[[ Dataset records open ]]

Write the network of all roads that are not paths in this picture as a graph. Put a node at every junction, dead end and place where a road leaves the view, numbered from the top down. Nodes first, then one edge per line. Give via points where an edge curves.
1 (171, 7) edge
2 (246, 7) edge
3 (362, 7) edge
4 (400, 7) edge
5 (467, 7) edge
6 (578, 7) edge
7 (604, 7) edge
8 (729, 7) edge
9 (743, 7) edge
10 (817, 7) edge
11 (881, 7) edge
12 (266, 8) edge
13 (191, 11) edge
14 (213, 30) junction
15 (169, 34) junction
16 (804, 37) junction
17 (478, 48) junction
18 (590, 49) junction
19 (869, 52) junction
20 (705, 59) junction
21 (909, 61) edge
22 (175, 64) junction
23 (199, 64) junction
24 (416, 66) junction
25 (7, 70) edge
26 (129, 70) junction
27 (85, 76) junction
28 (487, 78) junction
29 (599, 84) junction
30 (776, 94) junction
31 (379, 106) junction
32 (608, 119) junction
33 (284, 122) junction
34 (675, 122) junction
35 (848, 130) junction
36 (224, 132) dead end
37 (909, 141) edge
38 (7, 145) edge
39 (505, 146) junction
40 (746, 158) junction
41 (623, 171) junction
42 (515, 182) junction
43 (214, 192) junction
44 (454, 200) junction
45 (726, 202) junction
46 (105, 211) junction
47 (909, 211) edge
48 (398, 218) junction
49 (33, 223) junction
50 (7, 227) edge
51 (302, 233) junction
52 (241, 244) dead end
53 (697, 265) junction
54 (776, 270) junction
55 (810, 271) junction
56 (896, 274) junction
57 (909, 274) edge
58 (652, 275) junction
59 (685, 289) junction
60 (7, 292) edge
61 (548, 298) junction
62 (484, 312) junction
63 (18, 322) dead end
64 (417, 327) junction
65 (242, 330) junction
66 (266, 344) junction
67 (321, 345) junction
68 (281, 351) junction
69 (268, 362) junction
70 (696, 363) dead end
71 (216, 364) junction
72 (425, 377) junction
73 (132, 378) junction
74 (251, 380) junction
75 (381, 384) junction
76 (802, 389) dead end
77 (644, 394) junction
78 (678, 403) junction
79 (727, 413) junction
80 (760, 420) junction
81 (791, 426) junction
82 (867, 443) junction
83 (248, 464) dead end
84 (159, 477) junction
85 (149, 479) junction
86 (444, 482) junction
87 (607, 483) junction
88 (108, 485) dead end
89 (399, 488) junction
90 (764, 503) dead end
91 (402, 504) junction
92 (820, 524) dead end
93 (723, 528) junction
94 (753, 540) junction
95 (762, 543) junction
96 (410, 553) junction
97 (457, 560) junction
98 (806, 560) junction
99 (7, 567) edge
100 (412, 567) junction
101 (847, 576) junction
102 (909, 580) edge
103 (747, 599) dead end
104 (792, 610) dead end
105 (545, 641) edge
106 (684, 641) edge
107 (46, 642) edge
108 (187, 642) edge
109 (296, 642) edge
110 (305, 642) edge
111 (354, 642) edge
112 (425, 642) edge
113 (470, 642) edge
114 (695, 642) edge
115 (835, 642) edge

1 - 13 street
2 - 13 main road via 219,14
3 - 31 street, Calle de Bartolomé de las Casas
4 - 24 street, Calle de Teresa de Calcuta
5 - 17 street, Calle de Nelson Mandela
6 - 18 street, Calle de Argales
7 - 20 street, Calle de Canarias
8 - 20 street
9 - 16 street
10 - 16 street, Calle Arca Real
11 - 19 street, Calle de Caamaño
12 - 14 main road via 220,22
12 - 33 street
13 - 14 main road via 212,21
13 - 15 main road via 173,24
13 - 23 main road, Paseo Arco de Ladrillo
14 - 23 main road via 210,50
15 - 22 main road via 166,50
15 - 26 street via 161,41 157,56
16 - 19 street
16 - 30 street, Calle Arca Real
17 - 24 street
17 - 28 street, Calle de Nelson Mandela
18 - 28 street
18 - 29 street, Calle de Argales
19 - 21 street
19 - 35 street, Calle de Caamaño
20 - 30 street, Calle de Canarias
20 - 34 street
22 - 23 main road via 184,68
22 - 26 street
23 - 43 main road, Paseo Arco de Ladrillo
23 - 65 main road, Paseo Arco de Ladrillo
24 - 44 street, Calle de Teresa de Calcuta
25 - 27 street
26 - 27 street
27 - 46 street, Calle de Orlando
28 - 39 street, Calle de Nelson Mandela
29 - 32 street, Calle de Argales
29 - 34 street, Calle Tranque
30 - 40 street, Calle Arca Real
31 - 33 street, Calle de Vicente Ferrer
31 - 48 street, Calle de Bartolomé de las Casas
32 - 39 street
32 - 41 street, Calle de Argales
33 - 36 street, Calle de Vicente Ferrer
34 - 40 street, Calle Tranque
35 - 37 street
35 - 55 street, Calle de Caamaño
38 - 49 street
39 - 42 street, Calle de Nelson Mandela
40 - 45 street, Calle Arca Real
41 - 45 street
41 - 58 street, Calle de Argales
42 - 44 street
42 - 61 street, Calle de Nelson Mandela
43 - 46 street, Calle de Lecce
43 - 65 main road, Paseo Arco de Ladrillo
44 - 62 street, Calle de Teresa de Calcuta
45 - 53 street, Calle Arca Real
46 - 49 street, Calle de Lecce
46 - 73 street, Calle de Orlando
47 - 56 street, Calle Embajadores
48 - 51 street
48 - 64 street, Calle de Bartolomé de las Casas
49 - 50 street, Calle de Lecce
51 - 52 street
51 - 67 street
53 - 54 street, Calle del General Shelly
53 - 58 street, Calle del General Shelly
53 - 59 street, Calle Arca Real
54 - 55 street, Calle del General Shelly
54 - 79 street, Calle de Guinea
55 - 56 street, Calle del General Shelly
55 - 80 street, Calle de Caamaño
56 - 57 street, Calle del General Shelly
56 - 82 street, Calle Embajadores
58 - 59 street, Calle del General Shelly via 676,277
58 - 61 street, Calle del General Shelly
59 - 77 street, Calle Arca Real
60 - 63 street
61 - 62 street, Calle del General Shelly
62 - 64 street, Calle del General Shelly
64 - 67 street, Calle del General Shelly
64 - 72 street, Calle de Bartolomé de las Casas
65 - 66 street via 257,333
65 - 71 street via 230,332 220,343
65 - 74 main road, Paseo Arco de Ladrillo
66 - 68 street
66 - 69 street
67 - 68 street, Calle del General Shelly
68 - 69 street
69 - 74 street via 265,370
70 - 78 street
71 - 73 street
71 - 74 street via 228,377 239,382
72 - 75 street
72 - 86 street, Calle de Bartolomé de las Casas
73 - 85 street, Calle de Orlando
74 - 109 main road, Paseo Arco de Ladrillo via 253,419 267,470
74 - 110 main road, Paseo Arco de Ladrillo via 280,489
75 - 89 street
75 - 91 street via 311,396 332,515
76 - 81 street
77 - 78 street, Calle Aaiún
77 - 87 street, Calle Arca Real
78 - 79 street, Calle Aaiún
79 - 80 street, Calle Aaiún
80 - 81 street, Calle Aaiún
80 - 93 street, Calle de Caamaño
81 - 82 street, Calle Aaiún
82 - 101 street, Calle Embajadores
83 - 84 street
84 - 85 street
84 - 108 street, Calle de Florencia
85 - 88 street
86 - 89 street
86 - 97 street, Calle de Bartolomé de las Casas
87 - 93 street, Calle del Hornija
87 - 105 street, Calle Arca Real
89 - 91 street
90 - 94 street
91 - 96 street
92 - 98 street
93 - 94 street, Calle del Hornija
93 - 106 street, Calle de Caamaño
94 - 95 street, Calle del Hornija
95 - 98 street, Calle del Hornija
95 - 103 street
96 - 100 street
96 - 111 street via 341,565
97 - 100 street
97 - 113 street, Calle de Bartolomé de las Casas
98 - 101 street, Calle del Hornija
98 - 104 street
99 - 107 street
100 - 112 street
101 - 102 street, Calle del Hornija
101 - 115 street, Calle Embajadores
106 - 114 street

[[ Dataset records closed ]]

What you should do: For this exercise, restate each of the entries without any deviation.

Response to the exercise:
Write the network of all roads that are not paths in this picture as a graph. Put a node at every junction, dead end and place where a road leaves the view, numbered from the top down. Nodes first, then one edge per line. Give via points where an edge curves.
1 (171, 7) edge
2 (246, 7) edge
3 (362, 7) edge
4 (400, 7) edge
5 (467, 7) edge
6 (578, 7) edge
7 (604, 7) edge
8 (729, 7) edge
9 (743, 7) edge
10 (817, 7) edge
11 (881, 7) edge
12 (266, 8) edge
13 (191, 11) edge
14 (213, 30) junction
15 (169, 34) junction
16 (804, 37) junction
17 (478, 48) junction
18 (590, 49) junction
19 (869, 52) junction
20 (705, 59) junction
21 (909, 61) edge
22 (175, 64) junction
23 (199, 64) junction
24 (416, 66) junction
25 (7, 70) edge
26 (129, 70) junction
27 (85, 76) junction
28 (487, 78) junction
29 (599, 84) junction
30 (776, 94) junction
31 (379, 106) junction
32 (608, 119) junction
33 (284, 122) junction
34 (675, 122) junction
35 (848, 130) junction
36 (224, 132) dead end
37 (909, 141) edge
38 (7, 145) edge
39 (505, 146) junction
40 (746, 158) junction
41 (623, 171) junction
42 (515, 182) junction
43 (214, 192) junction
44 (454, 200) junction
45 (726, 202) junction
46 (105, 211) junction
47 (909, 211) edge
48 (398, 218) junction
49 (33, 223) junction
50 (7, 227) edge
51 (302, 233) junction
52 (241, 244) dead end
53 (697, 265) junction
54 (776, 270) junction
55 (810, 271) junction
56 (896, 274) junction
57 (909, 274) edge
58 (652, 275) junction
59 (685, 289) junction
60 (7, 292) edge
61 (548, 298) junction
62 (484, 312) junction
63 (18, 322) dead end
64 (417, 327) junction
65 (242, 330) junction
66 (266, 344) junction
67 (321, 345) junction
68 (281, 351) junction
69 (268, 362) junction
70 (696, 363) dead end
71 (216, 364) junction
72 (425, 377) junction
73 (132, 378) junction
74 (251, 380) junction
75 (381, 384) junction
76 (802, 389) dead end
77 (644, 394) junction
78 (678, 403) junction
79 (727, 413) junction
80 (760, 420) junction
81 (791, 426) junction
82 (867, 443) junction
83 (248, 464) dead end
84 (159, 477) junction
85 (149, 479) junction
86 (444, 482) junction
87 (607, 483) junction
88 (108, 485) dead end
89 (399, 488) junction
90 (764, 503) dead end
91 (402, 504) junction
92 (820, 524) dead end
93 (723, 528) junction
94 (753, 540) junction
95 (762, 543) junction
96 (410, 553) junction
97 (457, 560) junction
98 (806, 560) junction
99 (7, 567) edge
100 (412, 567) junction
101 (847, 576) junction
102 (909, 580) edge
103 (747, 599) dead end
104 (792, 610) dead end
105 (545, 641) edge
106 (684, 641) edge
107 (46, 642) edge
108 (187, 642) edge
109 (296, 642) edge
110 (305, 642) edge
111 (354, 642) edge
112 (425, 642) edge
113 (470, 642) edge
114 (695, 642) edge
115 (835, 642) edge

1 - 13 street
2 - 13 main road via 219,14
3 - 31 street, Calle de Bartolomé de las Casas
4 - 24 street, Calle de Teresa de Calcuta
5 - 17 street, Calle de Nelson Mandela
6 - 18 street, Calle de Argales
7 - 20 street, Calle de Canarias
8 - 20 street
9 - 16 street
10 - 16 street, Calle Arca Real
11 - 19 street, Calle de Caamaño
12 - 14 main road via 220,22
12 - 33 street
13 - 14 main road via 212,21
13 - 15 main road via 173,24
13 - 23 main road, Paseo Arco de Ladrillo
14 - 23 main road via 210,50
15 - 22 main road via 166,50
15 - 26 street via 161,41 157,56
16 - 19 street
16 - 30 street, Calle Arca Real
17 - 24 street
17 - 28 street, Calle de Nelson Mandela
18 - 28 street
18 - 29 street, Calle de Argales
19 - 21 street
19 - 35 street, Calle de Caamaño
20 - 30 street, Calle de Canarias
20 - 34 street
22 - 23 main road via 184,68
22 - 26 street
23 - 43 main road, Paseo Arco de Ladrillo
23 - 65 main road, Paseo Arco de Ladrillo
24 - 44 street, Calle de Teresa de Calcuta
25 - 27 street
26 - 27 street
27 - 46 street, Calle de Orlando
28 - 39 street, Calle de Nelson Mandela
29 - 32 street, Calle de Argales
29 - 34 street, Calle Tranque
30 - 40 street, Calle Arca Real
31 - 33 street, Calle de Vicente Ferrer
31 - 48 street, Calle de Bartolomé de las Casas
32 - 39 street
32 - 41 street, Calle de Argales
33 - 36 street, Calle de Vicente Ferrer
34 - 40 street, Calle Tranque
35 - 37 street
35 - 55 street, Calle de Caamaño
38 - 49 street
39 - 42 street, Calle de Nelson Mandela
40 - 45 street, Calle Arca Real
41 - 45 street
41 - 58 street, Calle de Argales
42 - 44 street
42 - 61 street, Calle de Nelson Mandela
43 - 46 street, Calle de Lecce
43 - 65 main road, Paseo Arco de Ladrillo
44 - 62 street, Calle de Teresa de Calcuta
45 - 53 street, Calle Arca Real
46 - 49 street, Calle de Lecce
46 - 73 street, Calle de Orlando
47 - 56 street, Calle Embajadores
48 - 51 street
48 - 64 street, Calle de Bartolomé de las Casas
49 - 50 street, Calle de Lecce
51 - 52 street
51 - 67 street
53 - 54 street, Calle del General Shelly
53 - 58 street, Calle del General Shelly
53 - 59 street, Calle Arca Real
54 - 55 street, Calle del General Shelly
54 - 79 street, Calle de Guinea
55 - 56 street, Calle del General Shelly
55 - 80 street, Calle de Caamaño
56 - 57 street, Calle del General Shelly
56 - 82 street, Calle Embajadores
58 - 59 street, Calle del General Shelly via 676,277
58 - 61 street, Calle del General Shelly
59 - 77 street, Calle Arca Real
60 - 63 street
61 - 62 street, Calle del General Shelly
62 - 64 street, Calle del General Shelly
64 - 67 street, Calle del General Shelly
64 - 72 street, Calle de Bartolomé de las Casas
65 - 66 street via 257,333
65 - 71 street via 230,332 220,343
65 - 74 main road, Paseo Arco de Ladrillo
66 - 68 street
66 - 69 street
67 - 68 street, Calle del General Shelly
68 - 69 street
69 - 74 street via 265,370
70 - 78 street
71 - 73 street
71 - 74 street via 228,377 239,382
72 - 75 street
72 - 86 street, Calle de Bartolomé de las Casas
73 - 85 street, Calle de Orlando
74 - 109 main road, Paseo Arco de Ladrillo via 253,419 267,470
74 - 110 main road, Paseo Arco de Ladrillo via 280,489
75 - 89 street
75 - 91 street via 311,396 332,515
76 - 81 street
77 - 78 street, Calle Aaiún
77 - 87 street, Calle Arca Real
78 - 79 street, Calle Aaiún
79 - 80 street, Calle Aaiún
80 - 81 street, Calle Aaiún
80 - 93 street, Calle de Caamaño
81 - 82 street, Calle Aaiún
82 - 101 street, Calle Embajadores
83 - 84 street
84 - 85 street
84 - 108 street, Calle de Florencia
85 - 88 street
86 - 89 street
86 - 97 street, Calle de Bartolomé de las Casas
87 - 93 street, Calle del Hornija
87 - 105 street, Calle Arca Real
89 - 91 street
90 - 94 street
91 - 96 street
92 - 98 street
93 - 94 street, Calle del Hornija
93 - 106 street, Calle de Caamaño
94 - 95 street, Calle del Hornija
95 - 98 street, Calle del Hornija
95 - 103 street
96 - 100 street
96 - 111 street via 341,565
97 - 100 street
97 - 113 street, Calle de Bartolomé de las Casas
98 - 101 street, Calle del Hornija
98 - 104 street
99 - 107 street
100 - 112 street
101 - 102 street, Calle del Hornija
101 - 115 street, Calle Embajadores
106 - 114 street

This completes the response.